Consumer Electronics Daily was a Warren News publication.

DOJ's Approach to Extraordinary Cooperation Doesn't 'Pass Muster,' Lawyer Says

Heightened expectations for cooperation under DOJ’s new corporate enforcement policies present a range of challenges for companies considering whether to submit voluntary disclosures, particularly because the agency’s interpretation of “extraordinary cooperation” is so ambiguous, lawyers said. They also said DOJ’s threshold for “full cooperation” -- a step below extraordinary cooperation -- can sometimes be too difficult to meet.

The agency in January unveiled the new policies, which allow companies with “aggravating” factors to qualify for a declination if they provide DOJ with “extraordinary” cooperation (see 2301190031). But DOJ didn’t provide an explicit definition for the concept, saying it will “know ‘extraordinary cooperation’ when we see it,” a statement that has been criticized by lawyers for being too vague (see 2303080063 and 2302060034).

Although the agency “deserves credit” because they're trying to “do something here that's in the interests of good corporate citizenship,” trying to qualify for extraordinary cooperation can be tricky, said Jason Bologna, a lawyer with Buchanan Ingersoll and a former federal prosecutor. Speaking during a webinar hosted by the law firm last week, Bologna said DOJ’s lack of clear guardrails for what constitutes an extraordinary level of cooperation could lead to an inconsistent application of the policy.

“You may have one prosecutor in the same hall, in the same unit of [DOJ], saying, ‘That's sufficient, I think that they should get credit.’ And the person they sit next to, who is just as good, just as experienced, just as conscientious, on the same facts, they may reach a different conclusion,” Bologna said. There is often “divergence of opinion” within DOJ “about particular facts and circumstances, which is healthy,” he said, “but it's also the reality of the situation.”

“This statement that the DOJ knows it when they see it -- that doesn't pass muster for me.”

Meeting the bar for extraordinary cooperation can be particularly challenging for lawyers who may not be very familiar with their client, Bologna said. “If you don't know who you're dealing with and what their attitude about the particular facts of this case are, and whether those facts when applied to this policy are sufficient to clear the bar of extraordinary cooperation,” he said, “that's a really scary place to be.”

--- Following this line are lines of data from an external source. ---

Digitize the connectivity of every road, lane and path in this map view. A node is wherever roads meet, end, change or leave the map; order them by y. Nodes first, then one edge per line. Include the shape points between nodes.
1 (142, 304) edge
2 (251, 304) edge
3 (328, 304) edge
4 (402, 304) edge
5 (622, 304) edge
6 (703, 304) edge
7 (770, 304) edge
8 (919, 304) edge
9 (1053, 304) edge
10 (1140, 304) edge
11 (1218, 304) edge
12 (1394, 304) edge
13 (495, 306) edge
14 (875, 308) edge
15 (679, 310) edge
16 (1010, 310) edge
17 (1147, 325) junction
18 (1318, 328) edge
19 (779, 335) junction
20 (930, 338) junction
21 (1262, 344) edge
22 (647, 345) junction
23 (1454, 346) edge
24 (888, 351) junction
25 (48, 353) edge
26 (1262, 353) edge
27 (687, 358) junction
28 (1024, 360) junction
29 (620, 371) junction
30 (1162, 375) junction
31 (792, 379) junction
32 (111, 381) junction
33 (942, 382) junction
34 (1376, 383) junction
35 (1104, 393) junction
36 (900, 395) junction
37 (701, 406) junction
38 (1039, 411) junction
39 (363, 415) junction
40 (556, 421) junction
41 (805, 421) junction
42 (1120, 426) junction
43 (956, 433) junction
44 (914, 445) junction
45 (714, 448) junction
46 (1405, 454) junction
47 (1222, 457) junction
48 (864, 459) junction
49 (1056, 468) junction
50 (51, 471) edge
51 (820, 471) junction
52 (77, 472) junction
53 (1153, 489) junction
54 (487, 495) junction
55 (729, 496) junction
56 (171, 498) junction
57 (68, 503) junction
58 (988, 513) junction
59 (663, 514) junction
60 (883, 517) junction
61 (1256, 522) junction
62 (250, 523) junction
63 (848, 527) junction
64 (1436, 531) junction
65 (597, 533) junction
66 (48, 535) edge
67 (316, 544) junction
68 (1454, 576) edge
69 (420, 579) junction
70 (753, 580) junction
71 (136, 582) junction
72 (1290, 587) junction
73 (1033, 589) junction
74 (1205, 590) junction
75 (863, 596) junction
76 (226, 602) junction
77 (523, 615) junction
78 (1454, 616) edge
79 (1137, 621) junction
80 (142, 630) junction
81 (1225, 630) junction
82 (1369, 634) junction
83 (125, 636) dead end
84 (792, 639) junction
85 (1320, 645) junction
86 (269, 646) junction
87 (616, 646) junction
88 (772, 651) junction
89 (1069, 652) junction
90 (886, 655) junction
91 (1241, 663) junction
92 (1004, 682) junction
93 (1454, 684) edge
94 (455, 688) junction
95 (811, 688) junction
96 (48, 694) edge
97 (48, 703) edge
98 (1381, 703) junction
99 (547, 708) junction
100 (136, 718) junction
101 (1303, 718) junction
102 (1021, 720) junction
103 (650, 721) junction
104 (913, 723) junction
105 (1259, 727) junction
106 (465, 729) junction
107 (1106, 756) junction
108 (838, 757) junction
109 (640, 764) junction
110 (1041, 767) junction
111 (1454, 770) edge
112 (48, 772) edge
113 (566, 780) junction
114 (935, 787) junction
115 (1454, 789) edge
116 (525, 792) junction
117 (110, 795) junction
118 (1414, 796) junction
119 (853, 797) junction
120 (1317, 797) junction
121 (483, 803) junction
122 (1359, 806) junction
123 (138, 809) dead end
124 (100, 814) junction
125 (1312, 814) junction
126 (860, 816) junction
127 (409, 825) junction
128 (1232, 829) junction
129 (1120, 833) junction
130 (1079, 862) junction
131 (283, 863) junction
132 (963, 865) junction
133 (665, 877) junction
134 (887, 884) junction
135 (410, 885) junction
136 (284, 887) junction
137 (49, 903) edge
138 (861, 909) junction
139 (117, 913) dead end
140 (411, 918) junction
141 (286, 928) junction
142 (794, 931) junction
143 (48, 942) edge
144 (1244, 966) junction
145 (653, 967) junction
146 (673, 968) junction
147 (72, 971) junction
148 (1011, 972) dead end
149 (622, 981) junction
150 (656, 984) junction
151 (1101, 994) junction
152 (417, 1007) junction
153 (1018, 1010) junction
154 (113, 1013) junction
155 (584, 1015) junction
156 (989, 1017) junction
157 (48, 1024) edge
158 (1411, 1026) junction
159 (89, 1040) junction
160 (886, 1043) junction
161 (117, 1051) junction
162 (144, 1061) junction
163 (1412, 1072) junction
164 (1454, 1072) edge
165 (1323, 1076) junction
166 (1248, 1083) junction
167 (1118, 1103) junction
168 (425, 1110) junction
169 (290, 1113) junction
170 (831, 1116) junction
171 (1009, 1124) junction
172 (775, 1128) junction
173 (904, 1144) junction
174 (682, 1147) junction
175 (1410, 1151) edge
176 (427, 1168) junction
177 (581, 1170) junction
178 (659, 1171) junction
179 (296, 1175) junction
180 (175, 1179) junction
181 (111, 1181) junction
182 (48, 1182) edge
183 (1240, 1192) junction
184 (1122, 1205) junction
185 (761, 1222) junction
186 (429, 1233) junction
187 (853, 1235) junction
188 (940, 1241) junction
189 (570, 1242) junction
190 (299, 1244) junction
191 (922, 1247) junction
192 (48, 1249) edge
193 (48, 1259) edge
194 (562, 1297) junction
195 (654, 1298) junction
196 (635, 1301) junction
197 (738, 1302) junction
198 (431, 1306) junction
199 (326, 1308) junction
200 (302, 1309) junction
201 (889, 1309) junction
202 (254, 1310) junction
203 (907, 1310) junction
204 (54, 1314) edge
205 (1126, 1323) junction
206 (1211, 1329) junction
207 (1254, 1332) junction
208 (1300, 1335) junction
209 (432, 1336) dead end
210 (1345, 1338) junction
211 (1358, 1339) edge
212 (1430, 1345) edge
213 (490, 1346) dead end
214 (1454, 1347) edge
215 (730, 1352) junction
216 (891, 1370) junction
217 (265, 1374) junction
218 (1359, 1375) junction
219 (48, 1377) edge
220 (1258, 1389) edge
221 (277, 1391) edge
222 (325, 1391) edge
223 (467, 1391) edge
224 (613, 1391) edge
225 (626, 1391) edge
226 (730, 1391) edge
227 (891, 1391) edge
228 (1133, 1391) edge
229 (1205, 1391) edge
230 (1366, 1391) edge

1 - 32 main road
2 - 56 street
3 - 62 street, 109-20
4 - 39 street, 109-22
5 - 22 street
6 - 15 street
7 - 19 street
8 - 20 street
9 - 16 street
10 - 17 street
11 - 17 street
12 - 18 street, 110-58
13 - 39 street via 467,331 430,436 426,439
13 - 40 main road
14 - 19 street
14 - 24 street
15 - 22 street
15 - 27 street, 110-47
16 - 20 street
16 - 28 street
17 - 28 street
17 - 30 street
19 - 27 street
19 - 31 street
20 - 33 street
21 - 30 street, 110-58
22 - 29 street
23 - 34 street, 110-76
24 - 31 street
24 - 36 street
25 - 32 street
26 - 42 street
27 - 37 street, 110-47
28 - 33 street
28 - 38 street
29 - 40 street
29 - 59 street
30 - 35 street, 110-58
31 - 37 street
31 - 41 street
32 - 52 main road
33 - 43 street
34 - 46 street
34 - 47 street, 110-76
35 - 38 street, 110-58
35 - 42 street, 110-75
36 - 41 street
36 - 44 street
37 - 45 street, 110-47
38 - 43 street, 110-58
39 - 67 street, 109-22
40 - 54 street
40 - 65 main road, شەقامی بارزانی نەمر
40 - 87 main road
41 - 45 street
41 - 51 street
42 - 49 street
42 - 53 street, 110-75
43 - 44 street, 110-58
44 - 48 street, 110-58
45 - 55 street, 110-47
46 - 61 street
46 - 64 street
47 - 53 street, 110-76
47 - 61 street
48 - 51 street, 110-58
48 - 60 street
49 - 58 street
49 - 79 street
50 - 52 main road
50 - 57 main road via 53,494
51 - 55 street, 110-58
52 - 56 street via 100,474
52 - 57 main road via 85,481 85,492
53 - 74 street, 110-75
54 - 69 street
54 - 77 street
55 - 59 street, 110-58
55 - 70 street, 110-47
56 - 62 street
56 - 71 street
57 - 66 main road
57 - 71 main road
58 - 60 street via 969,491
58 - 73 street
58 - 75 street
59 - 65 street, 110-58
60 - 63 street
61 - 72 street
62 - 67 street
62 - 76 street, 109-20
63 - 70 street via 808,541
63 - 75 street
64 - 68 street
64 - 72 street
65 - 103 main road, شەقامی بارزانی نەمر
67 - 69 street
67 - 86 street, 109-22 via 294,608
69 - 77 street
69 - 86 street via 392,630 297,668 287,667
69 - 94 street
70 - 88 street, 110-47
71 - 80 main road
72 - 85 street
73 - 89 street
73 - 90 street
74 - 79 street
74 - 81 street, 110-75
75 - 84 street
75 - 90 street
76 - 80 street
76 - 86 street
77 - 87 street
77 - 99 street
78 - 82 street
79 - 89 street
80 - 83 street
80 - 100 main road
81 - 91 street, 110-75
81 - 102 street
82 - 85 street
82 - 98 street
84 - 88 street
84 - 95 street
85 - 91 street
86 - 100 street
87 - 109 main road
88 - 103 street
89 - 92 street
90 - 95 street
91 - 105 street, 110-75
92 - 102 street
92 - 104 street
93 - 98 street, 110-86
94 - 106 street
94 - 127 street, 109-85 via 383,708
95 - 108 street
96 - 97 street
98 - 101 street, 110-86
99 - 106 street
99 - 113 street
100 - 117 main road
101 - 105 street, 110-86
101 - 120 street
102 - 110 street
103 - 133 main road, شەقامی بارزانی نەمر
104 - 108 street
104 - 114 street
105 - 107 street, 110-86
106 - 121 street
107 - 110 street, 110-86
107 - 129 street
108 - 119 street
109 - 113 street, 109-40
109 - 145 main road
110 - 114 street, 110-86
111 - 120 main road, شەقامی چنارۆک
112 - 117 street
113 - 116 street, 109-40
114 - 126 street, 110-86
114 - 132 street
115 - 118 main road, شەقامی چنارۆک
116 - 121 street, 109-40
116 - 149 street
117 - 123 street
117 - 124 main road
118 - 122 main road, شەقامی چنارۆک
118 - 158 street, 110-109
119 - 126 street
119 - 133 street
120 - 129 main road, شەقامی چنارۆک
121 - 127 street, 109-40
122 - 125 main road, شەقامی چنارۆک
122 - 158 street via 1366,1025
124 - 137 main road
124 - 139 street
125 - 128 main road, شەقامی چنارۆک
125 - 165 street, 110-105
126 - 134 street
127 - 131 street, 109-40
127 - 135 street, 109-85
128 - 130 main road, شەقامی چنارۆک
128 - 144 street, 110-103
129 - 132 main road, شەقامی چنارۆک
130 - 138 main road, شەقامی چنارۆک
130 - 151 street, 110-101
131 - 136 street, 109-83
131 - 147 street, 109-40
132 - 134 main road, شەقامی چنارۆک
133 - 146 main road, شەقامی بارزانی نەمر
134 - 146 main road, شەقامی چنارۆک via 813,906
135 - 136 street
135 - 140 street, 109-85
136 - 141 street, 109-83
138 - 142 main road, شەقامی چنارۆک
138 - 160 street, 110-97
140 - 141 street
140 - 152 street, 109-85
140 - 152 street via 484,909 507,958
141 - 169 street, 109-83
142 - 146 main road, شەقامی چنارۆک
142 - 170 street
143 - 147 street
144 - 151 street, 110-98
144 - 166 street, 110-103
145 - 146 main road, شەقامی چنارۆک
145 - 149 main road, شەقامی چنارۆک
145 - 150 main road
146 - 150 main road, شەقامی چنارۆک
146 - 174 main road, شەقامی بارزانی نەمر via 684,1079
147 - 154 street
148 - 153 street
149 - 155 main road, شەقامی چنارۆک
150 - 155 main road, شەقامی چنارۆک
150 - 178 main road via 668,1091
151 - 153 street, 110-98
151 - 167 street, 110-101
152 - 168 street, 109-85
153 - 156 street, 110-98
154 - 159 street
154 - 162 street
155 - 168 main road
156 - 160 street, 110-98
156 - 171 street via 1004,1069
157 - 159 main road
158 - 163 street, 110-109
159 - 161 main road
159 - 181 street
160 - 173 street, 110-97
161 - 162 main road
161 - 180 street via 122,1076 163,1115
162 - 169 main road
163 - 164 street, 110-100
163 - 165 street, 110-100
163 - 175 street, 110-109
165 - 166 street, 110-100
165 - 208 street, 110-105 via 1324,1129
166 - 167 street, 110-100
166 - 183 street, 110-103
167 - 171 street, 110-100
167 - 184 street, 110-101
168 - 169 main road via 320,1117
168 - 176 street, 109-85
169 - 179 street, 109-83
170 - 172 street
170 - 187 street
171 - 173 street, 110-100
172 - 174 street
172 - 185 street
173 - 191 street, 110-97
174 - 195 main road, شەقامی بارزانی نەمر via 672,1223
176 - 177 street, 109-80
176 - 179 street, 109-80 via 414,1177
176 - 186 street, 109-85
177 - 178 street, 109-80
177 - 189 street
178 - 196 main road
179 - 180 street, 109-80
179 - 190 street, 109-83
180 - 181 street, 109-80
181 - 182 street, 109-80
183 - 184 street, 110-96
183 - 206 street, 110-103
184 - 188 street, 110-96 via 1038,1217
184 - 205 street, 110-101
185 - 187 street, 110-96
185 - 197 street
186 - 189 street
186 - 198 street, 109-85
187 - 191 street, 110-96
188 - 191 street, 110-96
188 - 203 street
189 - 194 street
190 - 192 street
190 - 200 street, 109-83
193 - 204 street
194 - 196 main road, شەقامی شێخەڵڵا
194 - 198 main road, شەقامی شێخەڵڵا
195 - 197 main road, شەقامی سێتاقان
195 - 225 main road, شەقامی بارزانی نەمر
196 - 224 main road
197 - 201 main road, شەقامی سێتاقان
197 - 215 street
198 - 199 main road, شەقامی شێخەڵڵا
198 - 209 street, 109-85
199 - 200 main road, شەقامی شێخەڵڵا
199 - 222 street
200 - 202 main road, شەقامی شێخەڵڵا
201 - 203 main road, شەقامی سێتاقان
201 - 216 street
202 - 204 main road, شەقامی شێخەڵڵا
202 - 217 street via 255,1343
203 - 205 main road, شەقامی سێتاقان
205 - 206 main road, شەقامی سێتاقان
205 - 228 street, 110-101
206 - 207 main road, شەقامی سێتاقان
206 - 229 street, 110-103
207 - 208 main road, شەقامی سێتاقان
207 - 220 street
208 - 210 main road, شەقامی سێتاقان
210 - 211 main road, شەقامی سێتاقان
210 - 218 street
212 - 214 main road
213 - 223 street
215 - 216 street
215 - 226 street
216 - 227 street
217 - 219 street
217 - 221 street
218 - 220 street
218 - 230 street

DOJ tried in March to offer insight into what constitutes extraordinary cooperation, saying it will take into account companies that make foreign employees available for interviews, produce “relevant documents” located outside the U.S. and help prosecutors assess “voluminous evidence” (see 2303240010). But disclosing a potential violation to DOJ in hopes of meeting that criteria still requires a leap of faith, said Mark Kasten, a white collar lawyer with Buchanan.

“We can all sit down and read the assistant attorney general's speeches and descriptions where he really tries to feel this out. But it boils down to: It's up to them,” Kasten said during the webinar. “It's at their discretion whether you've really provided extraordinary cooperation.”

Companies need to “provide as much information and be as cooperative as possible,” he added. “You really have to try to go above and beyond.”

Even meeting DOJ’s criteria for “full cooperation,” a lower bar than extraordinary cooperation, can be difficult to achieve, Bologna said. Companies need to make sure they’re quickly disclosing all non-privileged facts relevant to the wrongdoing, proactively cooperating with DOJ prosecutors, preserving relevant documents and more, he said, essentially requiring corporations and their lawyers to do a federal prosecutor’s work for them.

“To me, what this feels like is that the Department of Justice, to some extent, has outsourced their investigations to private industry,” Bologna said. DOJ feels that a company’s internal or external counsel has a “better sense of where to go in the company and find the kinds of facts, details, witnesses that get at the core issues,” he said, and they’ll do it much faster. “In that sense, the government is essentially privatizing law enforcement.”

That can pose conflicts for law firms, Bologna said, which are hired “to be an advocate, now and forever, for their client,” not “an agent for the government.” DOJ’s expectations for cooperation “sounds to me like you've basically been entrusted as an agent of the government to simply give documents,” he said. “And I see a tension there between the policy and the practice that goes into implementing that policy. I really see an issue there.”

Qualifying for full cooperation can be especially difficult in cases that involve evidence in foreign countries, Bologna said, such as in a Foreign Corrupt Practices Act investigation. Depending on where the company is located, evidence might exist in “various different geographic places,” “amongst various different people within various different layers of the company” and in “paper-based or electronic-based” formats.

Bologna said gathering all of that information quickly can be challenging, especially because the company’s board of directors may want to take time to consider the risks and rewards of reporting to DOJ. “Thinking that you can immediately cover all those bases in a matter of a short period of time and have a coherent, risk-reward discussion with the company about disclosing this information to the DOJ,” he said, “I think is a very tall ask.”